"Por isso, alguns dentre os filósofos, outrora, designaram o homem, não sem razão, de microcosmos, porquanto é ele raro exemplo de poder, da bondade e da sabedoria de Deus, em si contém bastante de milagres para ocupar-nos a mente, desde que não nos enfademos de dar-lhes atenção." (1.5.3, p.57)
É por esse motivo que alguns consideram Calvino como um humanista, ainda que possuísse uma mente teocêntrica. Ao contrário do que outros pensam, o reformador não desprezava o ser humano como criação de Deus, mas o valorizava, ainda que gastasse severas palavras contra o homem, quando esse se distrai do Criador. Uma das maneiras de negar Deus, evidentemente, é não nos reconhecermos como obra dele.
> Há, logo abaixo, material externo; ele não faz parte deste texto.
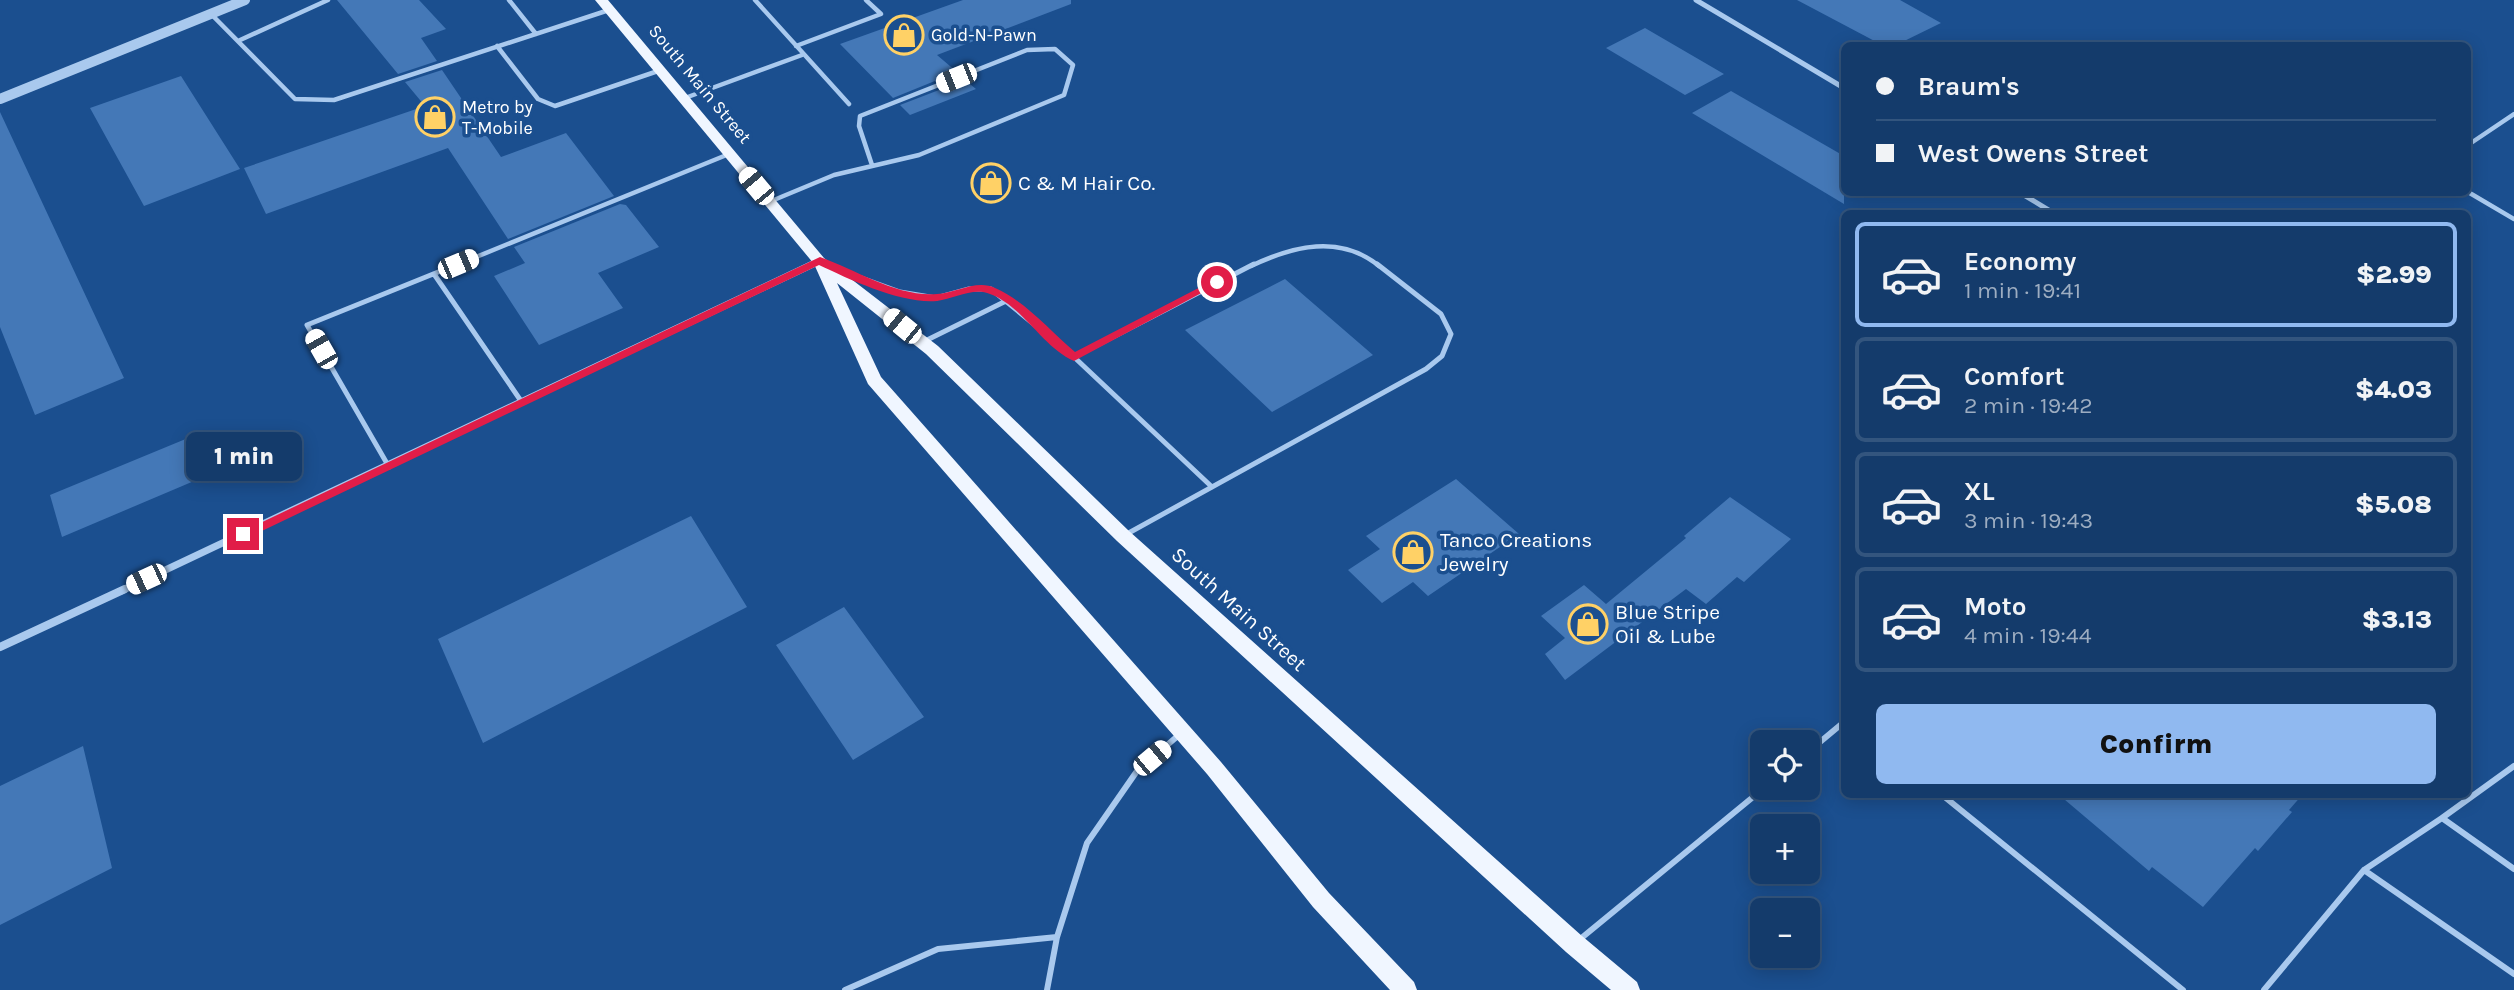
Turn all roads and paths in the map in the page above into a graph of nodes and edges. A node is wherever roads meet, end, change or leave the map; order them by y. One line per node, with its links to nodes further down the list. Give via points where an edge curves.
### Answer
1 (246, 0): 8 (street)
2 (328, 0): 10 (lane)
3 (509, 0): 9 (lane)
4 (755, 0): 12 (lane)
5 (866, 0): 12 (lane, via 881,15)
6 (1696, 0): 15 (street)
7 (605, 5): 9 (lane); 14 (main road, South Main Street)
8 (211, 14): 10 (lane); 16 (street)
9 (536, 34): 11 (lane)
10 (238, 41): 11 (lane, via 295,99 308,100 334,100)
11 (498, 46): 14 (lane, via 538,99 555,106)
12 (796, 46): 13 (lane)
13 (802, 55): 17 (lane); 18 (lane)
14 (658, 71): 17 (main road, South Main Street)
15 (1841, 86)
16 (0, 99)
17 (682, 100): 21 (main road, South Main Street)
18 (849, 104)
19 (2514, 114): 20 (lane)
20 (2471, 143)
21 (729, 154): 25 (main road, South Main Street); 29 (lane)
22 (872, 165): 22 (lane, via 919,155 1064,95 1073,65 1055,49 1027,50 860,116); 25 (lane)
23 (2471, 194): 27 (lane)
24 (2025, 196): 26 (street)
25 (769, 202): 28 (main road, South Main Street)
26 (2048, 210)
27 (2514, 219)
28 (820, 261): 30 (lane, via 900,292 936,298 969,289 991,289); 31 (main road, South Main Street); 33 (street); 39 (main road, South Main Street, via 874,380)
29 (434, 274): 33 (lane); 34 (lane, via 307,325)
30 (1008, 300): 31 (lane); 32 (lane)
31 (922, 343): 36 (main road, South Main Street)
32 (1074, 357): 35 (lane); 35 (lane, via 1282,251 1321,244 1366,255 1441,314 1451,334 1443,356 1426,369)
33 (521, 401): 34 (street)
34 (389, 467): 37 (street)
35 (1212, 486): 36 (lane)
36 (1123, 536): 50 (main road, South Main Street)
37 (0, 647)
38 (1841, 724): 40 (lane)
39 (1182, 732): 49 (lane, via 1137,771 1087,843); 54 (main road, South Main Street, via 1321,900)
40 (1820, 742)
41 (2514, 766): 42 (lane)
42 (2471, 797)
43 (1946, 798): 56 (lane)
44 (2470, 798): 46 (lane)
45 (1750, 799): 50 (lane)
46 (2442, 818): 47 (lane); 48 (lane)
47 (2514, 869)
48 (2364, 870): 51 (lane); 57 (lane)
49 (1057, 937): 52 (lane, via 938,949); 53 (lane)
50 (1574, 944): 55 (main road, South Main Street)
51 (2514, 974)
52 (845, 990)
53 (1047, 990)
54 (1406, 990)
55 (1629, 990)
56 (2183, 990)
57 (2264, 990)

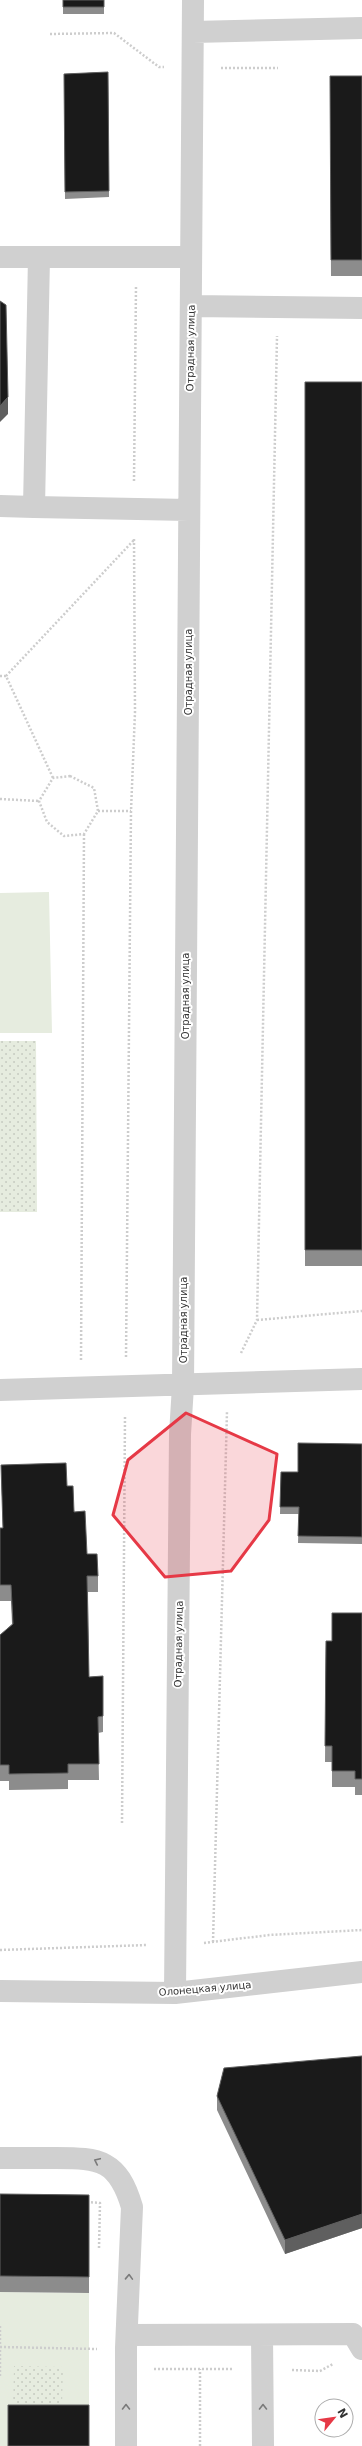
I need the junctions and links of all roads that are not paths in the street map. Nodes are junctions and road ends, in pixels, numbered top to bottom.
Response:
1 (193, 0) edge
2 (362, 28) edge
3 (193, 32) junction
4 (0, 257) edge
5 (39, 257) junction
6 (191, 257) junction
7 (191, 306) junction
8 (362, 308) edge
9 (0, 506) edge
10 (34, 507) junction
11 (189, 510) junction
12 (362, 1379) edge
13 (183, 1386) junction
14 (0, 1390) edge
15 (362, 1972) edge
16 (0, 1991) edge
17 (175, 1993) junction
18 (0, 2158) edge
19 (127, 2335) junction
20 (262, 2335) junction
21 (359, 2337) edge
22 (126, 2446) edge
23 (263, 2446) edge

1 - 3 street, Отрадная улица
2 - 3 street
3 - 6 street, Отрадная улица
4 - 5 street
5 - 6 street
5 - 10 street
6 - 7 street, Отрадная улица
7 - 8 street
7 - 11 street, Отрадная улица
9 - 10 street
10 - 11 street
11 - 13 street, Отрадная улица
12 - 13 street
13 - 14 street
13 - 17 street, Отрадная улица
15 - 17 street, Олонецкая улица
16 - 17 street, Олонецкая улица
19 -> 18 street
19 - 20 street
22 -> 19 street
20 - 21 street
23 -> 20 street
"Ora, se para aprendermos a Deus não é necessário sairmos fora de nós mesmos, aquele que se fizer moroso em descer em seu íntimo para aí descobrir a Deus, sua negligência merecerá perdão?" (idem)
Mais ainda, citando o Salmo 8.2: "Da boca de pequeninos e crianças de peito suscitaste força", o reformador nos mostra que mesmo as crianças refletem o Feitor de tudo.
"E assim não apenas postula que no gênero humano reside nítido espelho das obras de Deus, mas também que as criancinhas, ainda a penderem no seio materno, tem línguas bastante eloquentes para proclamar sua glória, de tal modo que não se requer nenhum orador." (idem)
Outra evidência para reconhecermos Deus é a variedade de dons, habilidades e poderes que são nos presenteados por ele, de maneira que todos "são obrigados a reconhecer que essas coisas são sinais da Divindade, queiram, ou não" (1.5.4, p.57). A idéia de um homem que gerou-se espontaneamente está totalmente excluída.
"Pergunto, pois, quão detestável é esta sandice, que o homem achando a Deus cem vezes em seu próprio corpo e alma, sob este mesmo pretexto de excelência, negue que ele existe? Não dirão que se distinguem dos seres brutos por obra do acaso. Todavia, sobreposto o véu da natureza, a qual lhes é o artífice de todas as coisas, alijam Deus." (1.5.4, p.58)
Essa última frase é a descrição do homem moderno. A maioria das pessoas hoje vê-se como fruto do ocaso, de forças impessoais da natureza, que resultaram em uma criatura incrivelmente complexa. Tal doutrina é perigosa, pois, além de retirar de Deus a sua glória, acaba dando às pessoas uma visão incorreta sobre elas mesmas. Uma pessoa que nem sabe o que ela é está em trevas, sem direção e sem propósitos. Alguém que se enxerga como obra do acaso, inconscientemente (ou não), passa a perceber-se como fruto do nada e, portanto, nada também.
E não é a depressão para alguns o mal deste e do século anterior?